Instructions for the task: Whenever a line in the material below includes "hand", copy that line.

Source material:
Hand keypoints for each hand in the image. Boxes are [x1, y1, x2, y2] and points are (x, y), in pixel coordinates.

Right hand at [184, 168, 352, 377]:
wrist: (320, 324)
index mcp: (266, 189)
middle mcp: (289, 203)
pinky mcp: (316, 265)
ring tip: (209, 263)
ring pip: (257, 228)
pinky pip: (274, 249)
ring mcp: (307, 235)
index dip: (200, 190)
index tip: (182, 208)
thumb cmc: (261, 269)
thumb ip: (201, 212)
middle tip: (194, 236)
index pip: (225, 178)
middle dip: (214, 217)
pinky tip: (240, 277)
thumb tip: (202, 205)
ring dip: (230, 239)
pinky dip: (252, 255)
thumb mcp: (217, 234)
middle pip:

Written reply:
Hand keypoints for each hand in the image. Boxes are [x1, y1, x2, y2] and points are (x, y), in pixel coordinates.
Right hand at [184, 168, 352, 377]:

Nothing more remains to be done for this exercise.